[EXERCISE INPUT — start]

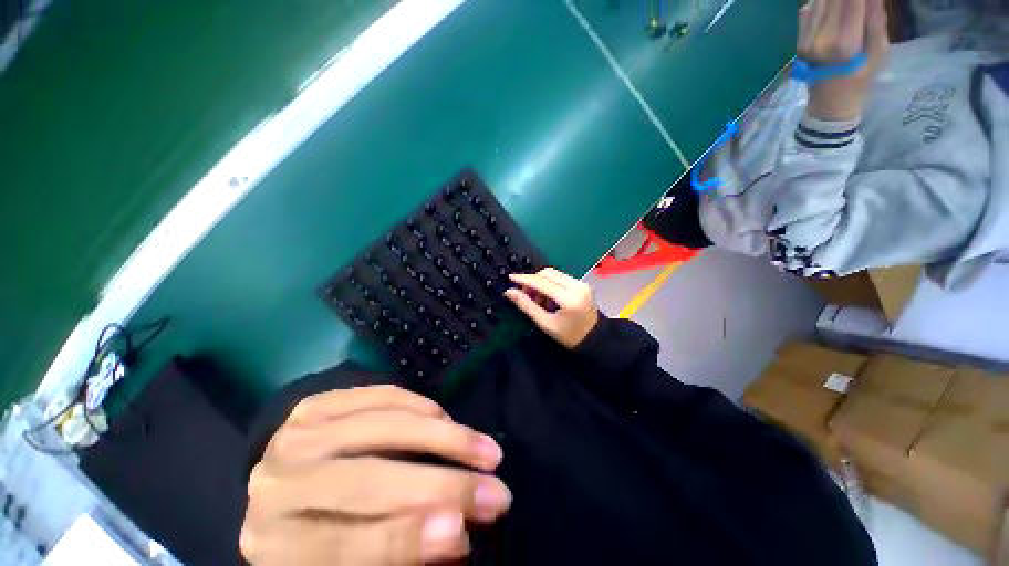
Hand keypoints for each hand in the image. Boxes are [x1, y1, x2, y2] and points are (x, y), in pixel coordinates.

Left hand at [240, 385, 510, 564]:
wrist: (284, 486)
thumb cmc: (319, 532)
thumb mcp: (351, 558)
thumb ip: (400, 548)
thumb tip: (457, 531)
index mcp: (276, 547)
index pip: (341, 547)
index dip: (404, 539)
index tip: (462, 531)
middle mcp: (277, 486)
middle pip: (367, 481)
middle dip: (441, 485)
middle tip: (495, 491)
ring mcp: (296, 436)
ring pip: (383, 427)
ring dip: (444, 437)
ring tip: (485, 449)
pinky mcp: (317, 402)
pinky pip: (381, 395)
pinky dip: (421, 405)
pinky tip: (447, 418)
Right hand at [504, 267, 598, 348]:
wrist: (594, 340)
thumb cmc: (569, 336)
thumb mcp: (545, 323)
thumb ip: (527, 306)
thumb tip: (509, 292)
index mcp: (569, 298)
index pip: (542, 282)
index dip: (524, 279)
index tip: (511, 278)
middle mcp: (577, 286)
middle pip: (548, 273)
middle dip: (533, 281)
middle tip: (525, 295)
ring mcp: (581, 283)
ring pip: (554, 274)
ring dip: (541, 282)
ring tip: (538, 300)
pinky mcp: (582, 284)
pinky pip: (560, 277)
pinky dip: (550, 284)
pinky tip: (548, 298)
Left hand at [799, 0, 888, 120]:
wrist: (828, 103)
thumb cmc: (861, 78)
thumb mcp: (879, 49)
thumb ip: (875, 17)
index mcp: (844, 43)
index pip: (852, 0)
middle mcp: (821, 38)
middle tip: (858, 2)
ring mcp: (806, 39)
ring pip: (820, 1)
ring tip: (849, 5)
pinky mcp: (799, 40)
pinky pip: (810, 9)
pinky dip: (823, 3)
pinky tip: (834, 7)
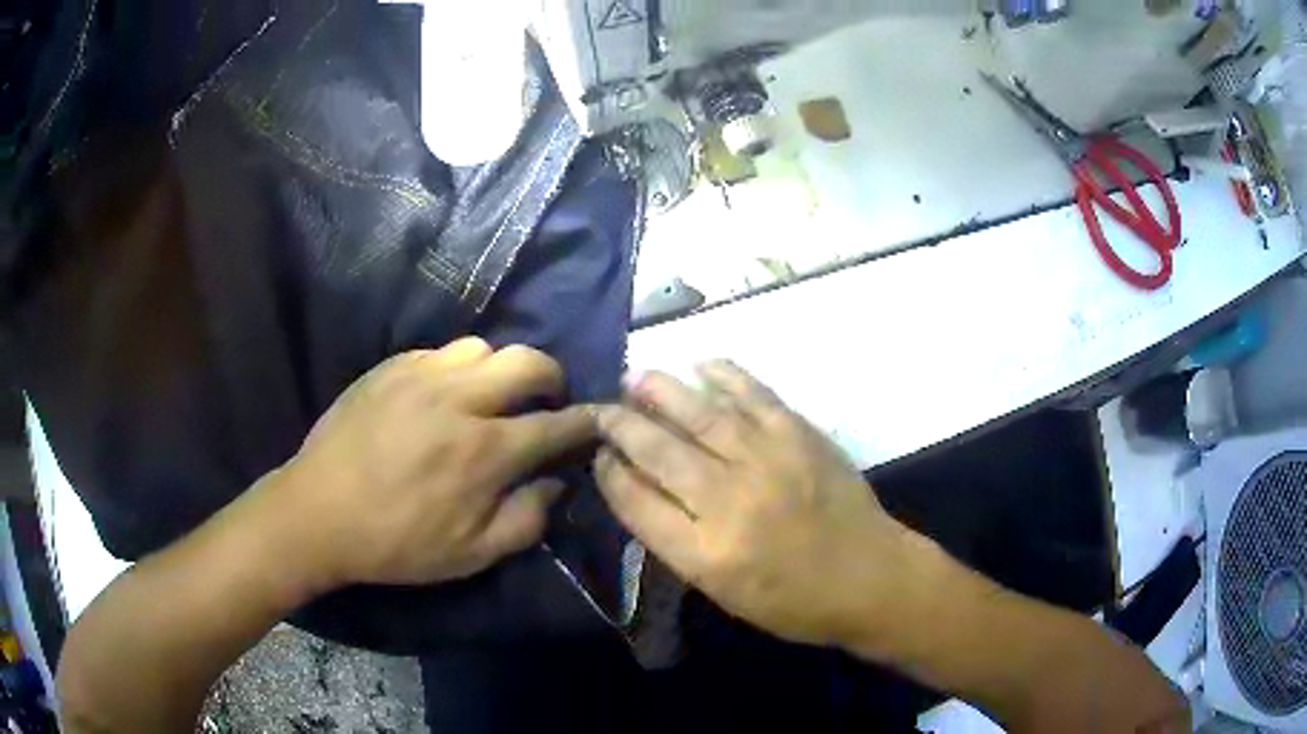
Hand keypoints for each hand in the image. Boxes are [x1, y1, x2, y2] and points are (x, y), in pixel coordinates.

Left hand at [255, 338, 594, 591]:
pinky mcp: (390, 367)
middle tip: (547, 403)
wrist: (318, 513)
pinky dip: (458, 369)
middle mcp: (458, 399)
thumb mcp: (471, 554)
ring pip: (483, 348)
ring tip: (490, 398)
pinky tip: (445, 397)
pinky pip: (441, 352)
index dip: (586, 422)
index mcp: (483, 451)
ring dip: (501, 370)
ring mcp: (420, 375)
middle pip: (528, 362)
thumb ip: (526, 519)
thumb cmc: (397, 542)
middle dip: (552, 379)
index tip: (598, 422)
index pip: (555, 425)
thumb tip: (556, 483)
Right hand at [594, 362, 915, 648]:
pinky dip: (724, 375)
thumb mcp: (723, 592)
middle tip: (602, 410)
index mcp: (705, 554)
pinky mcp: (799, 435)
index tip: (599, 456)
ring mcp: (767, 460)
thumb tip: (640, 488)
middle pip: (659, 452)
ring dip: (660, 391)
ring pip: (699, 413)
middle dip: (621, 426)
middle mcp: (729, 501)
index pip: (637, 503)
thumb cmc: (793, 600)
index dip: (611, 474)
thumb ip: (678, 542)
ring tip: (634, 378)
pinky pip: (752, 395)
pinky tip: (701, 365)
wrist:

[EXERCISE INPUT — finish]

* INSTRUCTIONS FOR THE TASK
Repeat, exactly and in full, all records above, but include no pictures.

* SOLUTION TO THE EXERCISE
Hand keypoints for each hand in the image. Boxes are [x1, y1, x2, y2] and points are (x, y), in pixel coordinates.

Left hand at [240, 385, 510, 564]:
wrist: (284, 486)
thumb cmc: (319, 532)
thumb mcp: (351, 558)
thumb ip: (400, 548)
thumb tip: (457, 531)
index mcp: (276, 547)
index pip: (341, 547)
index dip: (404, 539)
index tip: (462, 531)
middle mcp: (277, 486)
middle pip: (367, 481)
middle dip: (441, 485)
middle tip: (495, 491)
ring mcp: (296, 436)
ring pip: (383, 427)
ring dip: (444, 437)
ring tip: (485, 449)
pinky mcp: (317, 402)
pinky pip: (381, 395)
pinky dip: (421, 405)
pinky tip: (447, 418)
Right hand at [504, 267, 598, 348]:
wrist: (594, 340)
thumb cmc: (569, 336)
thumb mcp: (545, 323)
thumb ip: (527, 306)
thumb tip: (509, 292)
index mcp: (569, 298)
index pip: (542, 282)
index dip: (524, 279)
index tip: (511, 278)
middle mcp: (577, 286)
middle pip: (548, 273)
middle dip: (533, 281)
middle tip: (525, 295)
ring mcp: (581, 283)
ring pip: (554, 274)
ring dip: (541, 282)
ring tip: (538, 300)
pinky mcp: (582, 284)
pinky pip: (560, 277)
pinky dip: (550, 284)
pinky tip: (548, 298)
Left hand at [799, 0, 888, 120]:
wrist: (828, 103)
thumb cmc: (861, 78)
thumb mcp: (879, 49)
thumb ip: (875, 17)
index mcp: (844, 43)
index pip: (852, 0)
middle mcp: (821, 38)
middle tip: (858, 2)
ring mcp: (806, 39)
ring pip: (820, 1)
ring tip: (849, 5)
pinky mcp: (799, 40)
pinky pip: (810, 9)
pinky dip: (823, 3)
pinky tip: (834, 7)
Hand keypoints for each hand in the image. Boxes are [x1, y1, x2, y2] and points are (x, y), in pixel coordinates.

Left hand at [255, 338, 594, 591]:
pinky mcp: (390, 367)
middle tip: (547, 403)
wrist: (318, 513)
pinky dip: (458, 369)
middle mcp: (458, 399)
thumb mcp: (471, 554)
ring pip: (483, 348)
ring tip: (490, 398)
pinky tip: (445, 397)
pinky pip: (441, 352)
index dip: (586, 422)
index mcp: (483, 451)
ring dip: (501, 370)
ring mcp: (420, 375)
middle pip: (528, 362)
thumb ip: (526, 519)
thumb cmc: (397, 542)
middle dip: (552, 379)
index tip: (598, 422)
index pip: (555, 425)
thumb tip: (556, 483)
Right hand at [594, 362, 915, 648]:
pinky dip: (724, 375)
thumb mcp: (723, 592)
middle tip: (602, 410)
index mcp: (705, 554)
pinky mcp: (799, 435)
index tip: (599, 456)
ring mcp: (767, 460)
thumb tip: (640, 488)
middle pip: (659, 452)
ring dip: (660, 391)
ring pip: (699, 413)
middle dip: (621, 426)
middle mcp: (729, 501)
index pip: (637, 503)
thumb cmc: (793, 600)
index dip: (611, 474)
thumb ip: (678, 542)
ring tip: (634, 378)
pinky pip: (752, 395)
pinky tip: (701, 365)
wrist:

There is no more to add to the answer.